[dpdk-dev] [RFC PATCH 0/6] DPDK support to bifurcated driver

Zhou, Danny danny.zhou at intel.com
Tue Nov 25 15:46:10 CET 2014


> -----Original Message-----
> From: dev [mailto:dev-bounces at dpdk.org] On Behalf Of Liang, Cunming
> Sent: Tuesday, November 25, 2014 10:40 PM
> To: Richardson, Bruce; Neil Horman
> Cc: dev at dpdk.org
> Subject: Re: [dpdk-dev] [RFC PATCH 0/6] DPDK support to bifurcated driver
> 
> 
> 
> > -----Original Message-----
> > From: Richardson, Bruce
> > Sent: Tuesday, November 25, 2014 10:30 PM
> > To: Neil Horman
> > Cc: Liang, Cunming; dev at dpdk.org
> > Subject: Re: [dpdk-dev] [RFC PATCH 0/6] DPDK support to bifurcated driver
> >
> > On Tue, Nov 25, 2014 at 09:23:16AM -0500, Neil Horman wrote:
> > > On Tue, Nov 25, 2014 at 10:11:16PM +0800, Cunming Liang wrote:
> > > >
> > > > This is a RFC patch set to support "bifurcated driver" in DPDK.
> > > >
> > > >
> > > > What is "bifurcated driver"?
> > > > ===========================
> > > >
> > > > The "bifurcated driver" stands for the kernel NIC driver that supports:
> > > >
> > > > 1. on-demand rx/tx queue pairs split-off and assignment to user space
> > > >
> > > > 2. direct NIC resource(e.g. rx/tx queue registers) access from user space
> > > >
> > > > 3. distributing packets to kernel or user space rx queues by
> > > >    NIC's flow director according to the filter rules
> > > >
> > > > Here's the kernel patch set to support.
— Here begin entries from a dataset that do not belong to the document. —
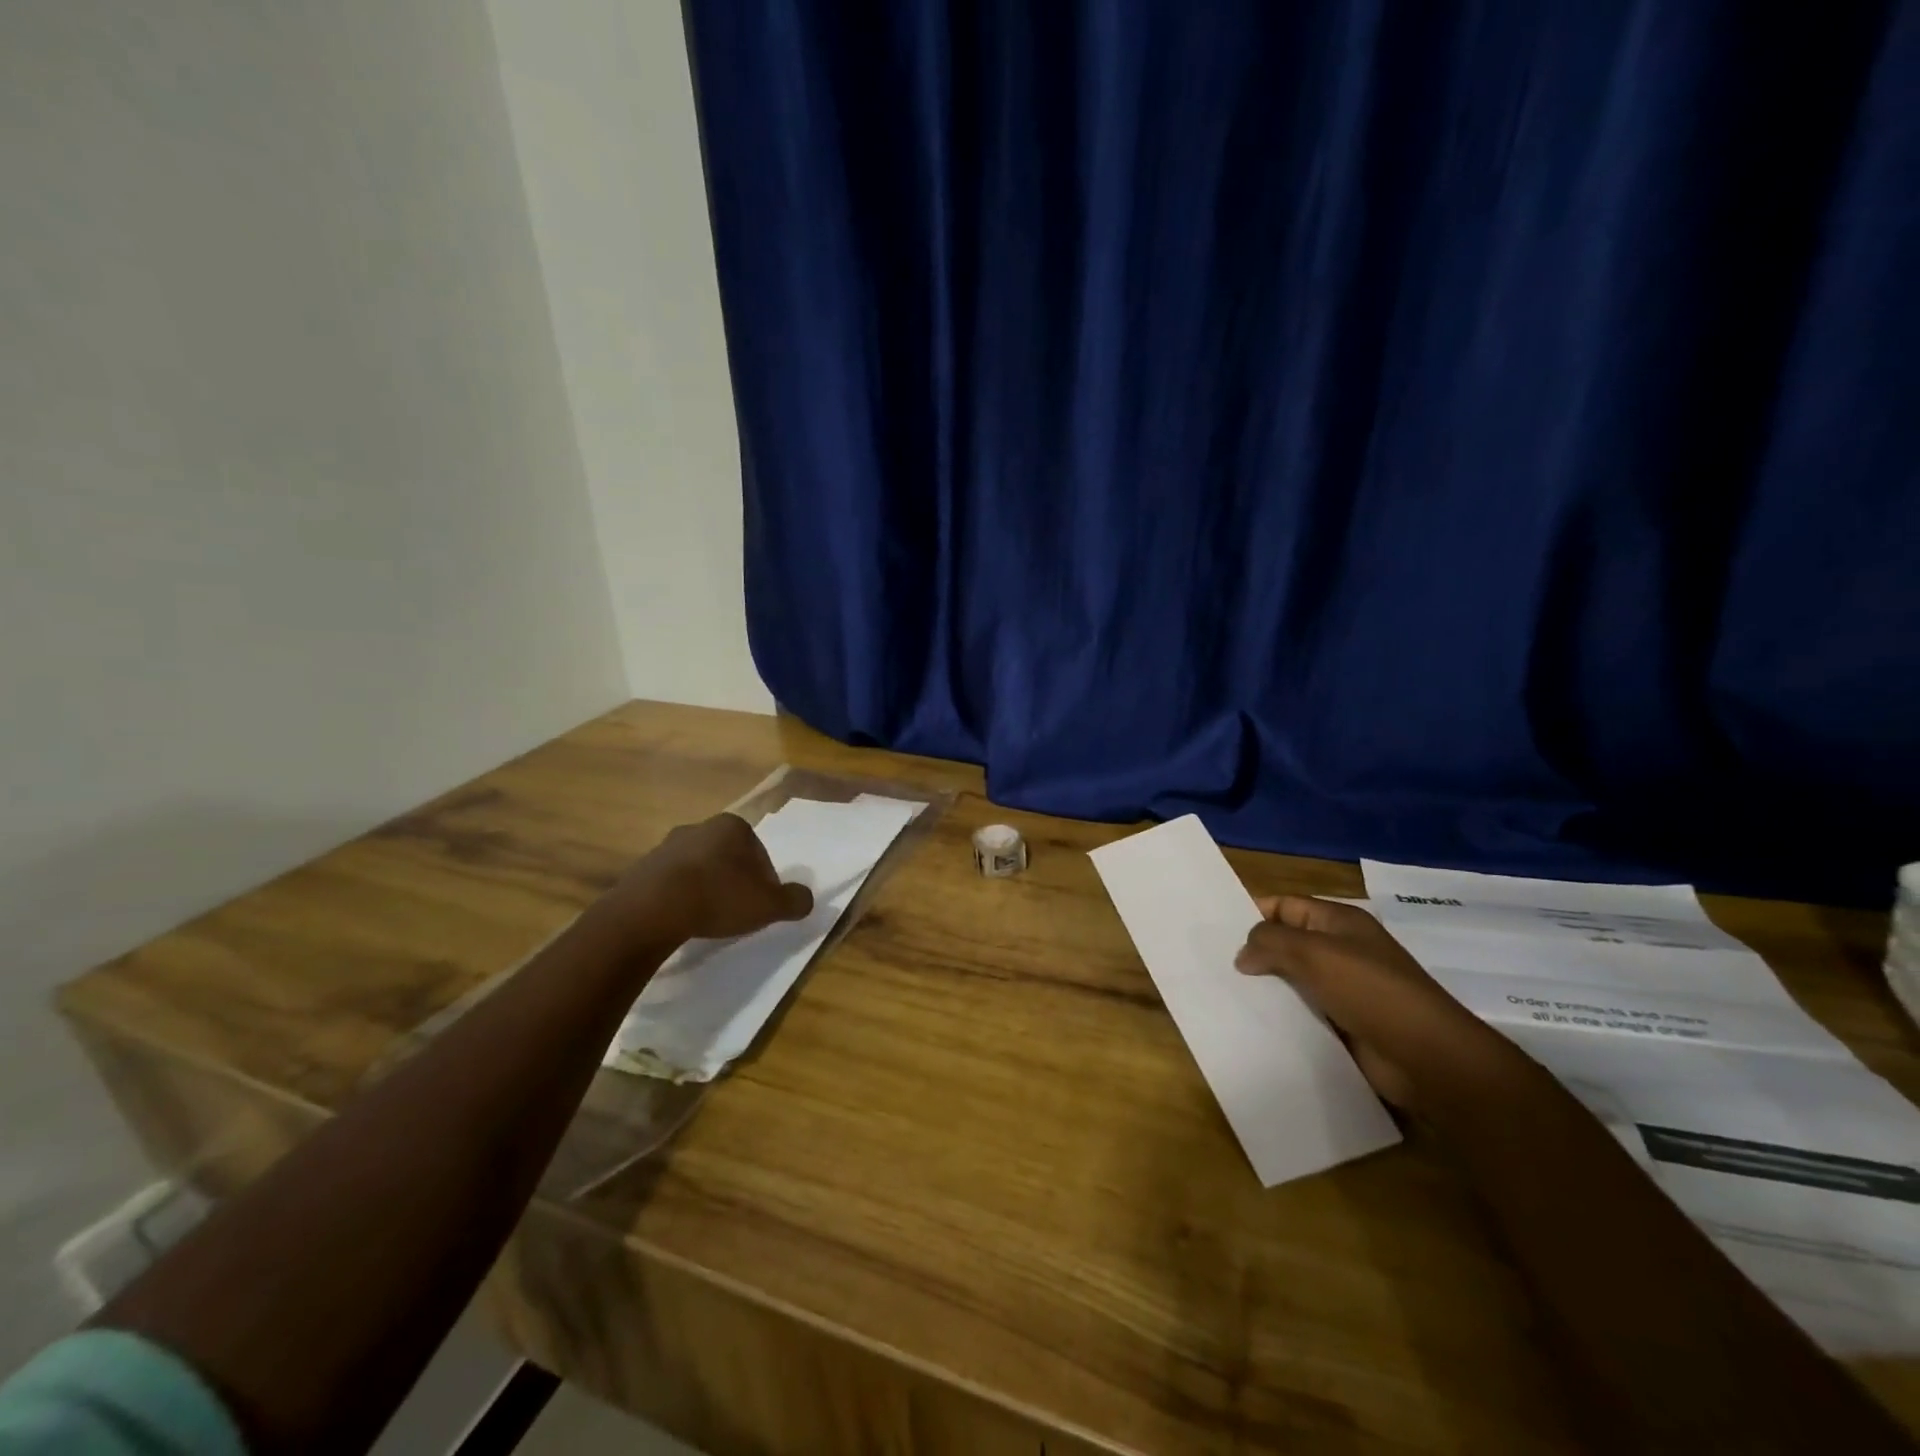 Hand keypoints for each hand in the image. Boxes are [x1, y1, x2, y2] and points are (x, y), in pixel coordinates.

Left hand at [605, 813, 814, 945]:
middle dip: (734, 881)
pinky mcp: (642, 868)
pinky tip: (681, 919)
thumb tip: (805, 899)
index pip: (760, 853)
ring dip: (705, 888)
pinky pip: (670, 883)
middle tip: (736, 912)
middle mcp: (700, 827)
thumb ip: (794, 900)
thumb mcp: (769, 904)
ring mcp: (666, 846)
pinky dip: (679, 897)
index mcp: (733, 826)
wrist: (651, 910)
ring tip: (706, 918)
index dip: (764, 881)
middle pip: (728, 858)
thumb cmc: (719, 897)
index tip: (759, 905)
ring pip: (698, 868)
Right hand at [1235, 895, 1520, 1113]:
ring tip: (1227, 995)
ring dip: (1267, 987)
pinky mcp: (1347, 1023)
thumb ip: (1270, 942)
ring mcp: (1346, 988)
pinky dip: (1284, 1015)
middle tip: (1215, 966)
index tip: (1216, 932)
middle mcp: (1342, 949)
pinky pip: (1306, 1011)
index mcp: (1339, 922)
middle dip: (1255, 953)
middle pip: (1288, 942)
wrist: (1428, 1057)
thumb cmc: (1371, 991)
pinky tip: (1257, 1023)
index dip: (1253, 914)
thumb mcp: (1314, 953)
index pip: (1285, 905)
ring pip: (1294, 979)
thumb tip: (1242, 953) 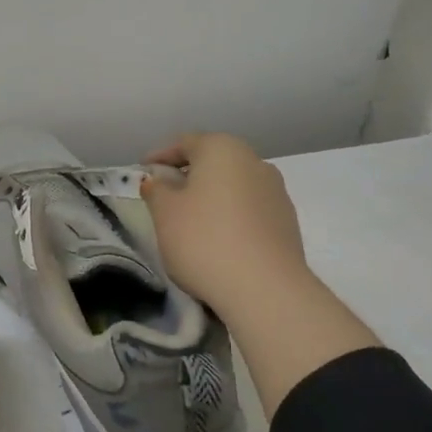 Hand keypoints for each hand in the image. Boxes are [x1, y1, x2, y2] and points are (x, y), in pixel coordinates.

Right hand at [140, 132, 308, 321]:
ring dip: (211, 196)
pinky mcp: (288, 221)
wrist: (266, 289)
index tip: (143, 172)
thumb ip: (157, 190)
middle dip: (188, 175)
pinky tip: (219, 239)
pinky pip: (250, 209)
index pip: (185, 143)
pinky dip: (231, 216)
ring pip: (233, 186)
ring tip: (192, 221)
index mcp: (222, 149)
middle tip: (165, 196)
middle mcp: (254, 161)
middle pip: (213, 162)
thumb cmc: (204, 240)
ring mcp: (276, 191)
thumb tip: (159, 180)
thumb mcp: (165, 213)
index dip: (160, 156) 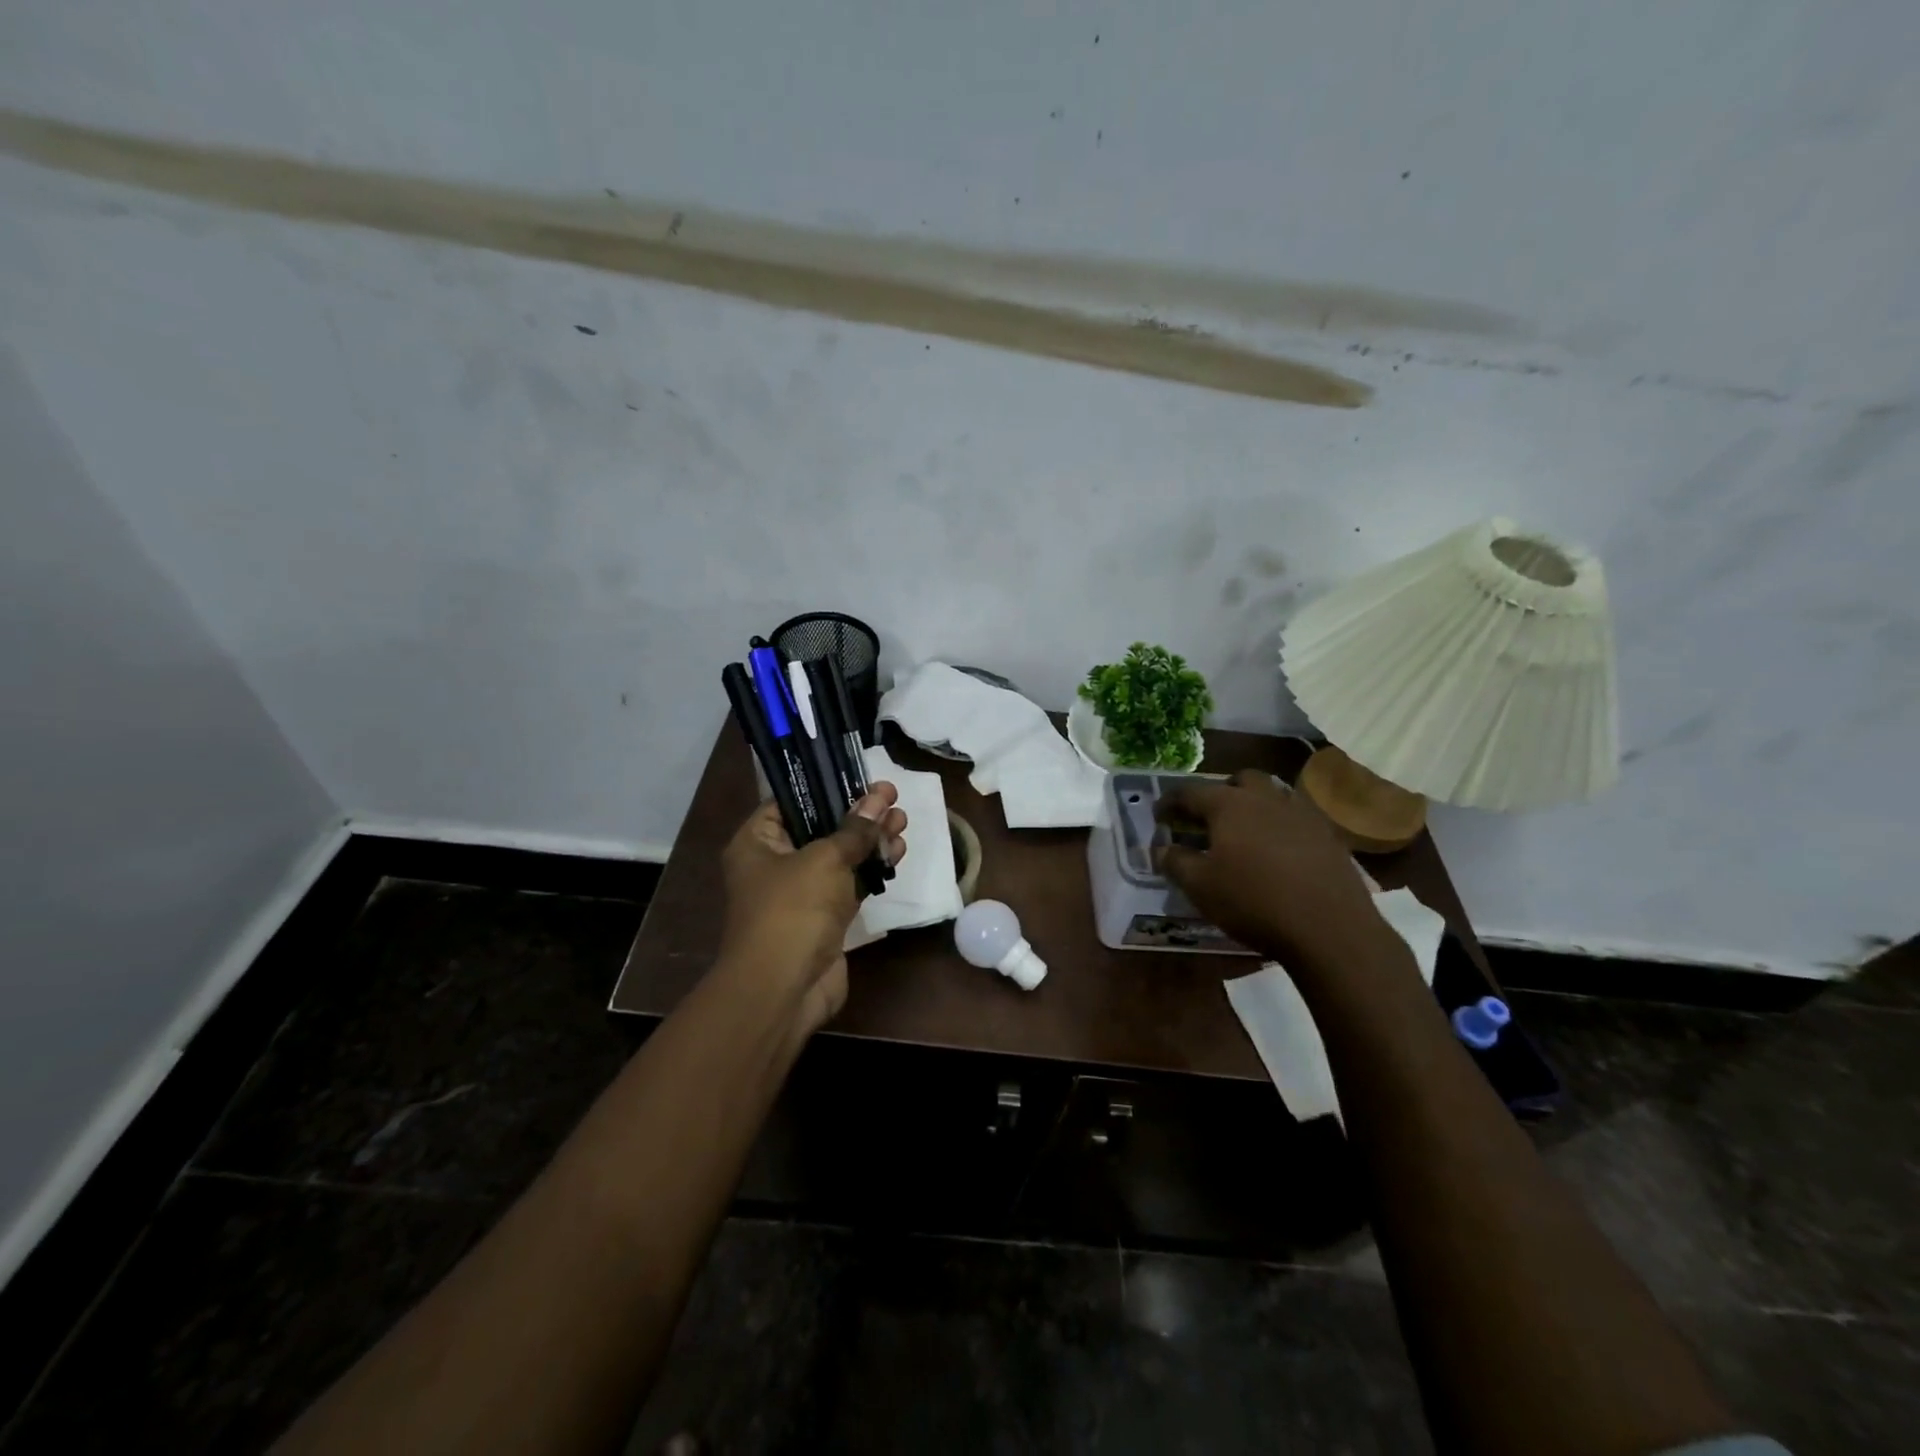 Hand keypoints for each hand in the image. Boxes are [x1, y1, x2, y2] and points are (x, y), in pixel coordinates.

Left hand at [718, 785, 907, 1036]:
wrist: (783, 989)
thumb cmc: (793, 909)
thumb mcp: (825, 859)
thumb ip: (855, 829)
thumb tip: (880, 797)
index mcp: (757, 842)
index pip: (790, 802)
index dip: (825, 787)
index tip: (860, 776)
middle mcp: (774, 863)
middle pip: (820, 827)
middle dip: (858, 814)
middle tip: (892, 796)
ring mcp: (800, 893)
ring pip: (840, 856)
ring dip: (871, 840)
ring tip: (903, 821)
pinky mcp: (824, 918)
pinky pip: (850, 884)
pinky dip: (871, 869)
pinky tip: (897, 853)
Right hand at [1154, 769, 1386, 970]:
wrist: (1330, 929)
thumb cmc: (1253, 902)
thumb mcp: (1200, 887)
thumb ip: (1175, 862)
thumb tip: (1161, 848)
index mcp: (1229, 805)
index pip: (1190, 792)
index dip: (1170, 802)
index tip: (1158, 815)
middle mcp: (1265, 798)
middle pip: (1239, 780)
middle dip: (1220, 793)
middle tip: (1209, 818)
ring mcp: (1302, 813)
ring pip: (1272, 795)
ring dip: (1254, 806)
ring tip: (1244, 834)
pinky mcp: (1328, 835)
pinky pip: (1297, 818)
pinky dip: (1280, 826)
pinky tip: (1278, 853)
> > > > http://comments.gmane.org/gmane.linux.network/333615
> > > >
> > > >
> > > > Usage scenario
> > > > =================
> > > >
> > > > It's well accepted by industry to use DPDK to process fast path packets in
> > > > user space in a high performance fashion, meanwhile processing slow path
> > > > control packets in kernel space is still needed as those packets usually
> > > > rely on in_kernel TCP/IP stacks and/or socket programming interface.
> > > >
> > > > KNI(Kernel NIC Interface) mechanism in DPDK is designed to meet this
> > > > requirement, with below limitation:
> > > >
> > > >   1) Software classifies packets and distributes them to kernel via DPDK
> > > >      software rings, at the cost of significant CPU cycles and memory
> > bandwidth.
> > > >
> > > >   2) Memory copy packets between kernel' socket buffer and mbuf brings
> > > >      significant negative performance impact to KNI performance.
> > > >
> > > > The bifurcated driver provides a alternative approach that not only offloads
> > > > flow classification and distribution to NIC but also support packets zero_copy.
> > > >
> > > > User can use standard ethtool to add filter rules to the NIC in order to
> > > > distribute specific flows to the queues only accessed by kernel driver and
> > > > stack, and add other rules to distribute packets to the queues assigned to
> > > > user-space.
> > > >
> > > > For those rx/tx queue pairs that directly accessed from user space,
> > > > DPDK takes over the packets rx/tx as well as corresponding DMA operation
> > > > for high performance packet I/O.
> > > >
> > > >
> > > > What's the impact and change to DPDK
> > > > ======================================
> > > >
> > > > DPDK usually binds PCIe NIC devices by leveraging kernel' user space driver
> > > > mechanism UIO or VFIO to map entire NIC' PCIe I/O space of NIC to user
> > space.
> > > > The bifurcated driver PMD talks to a NIC interface using raw socket APIs and
> > > > only mmap() limited I/O space (e.g. certain 4K pages) for accessing involved
> > > > rx/tx queue pairs. So the impact and changes mainly comes with below:
> > > >
> > > > - netdev
> > > >     DPDK needs to create a af_packet socket and bind it to a bifurcated
> > netdev.
> > > >     The socket fd will be used to request 'queue pairs info',
> > > >     'split/return queue pairs' and etc. The PCIe device ID, netdev MAC
> > address,
> > > >     numa info are also from the netdev response.
> > > >
> > > > - PCIe device scan and driver probe
> > > >     netdev provides the PCIe device ID information. Refer to the device ID,
> > > >     the correct driver should be used. And for such netdev device, the
> > creation
> > > >     of PCIe device is no longer from scan but the on-demand assignment.
> > > >
> > > > - PCIe BAR mapping
> > > >     "bifurcated driver" maps several pages for the queue pairs.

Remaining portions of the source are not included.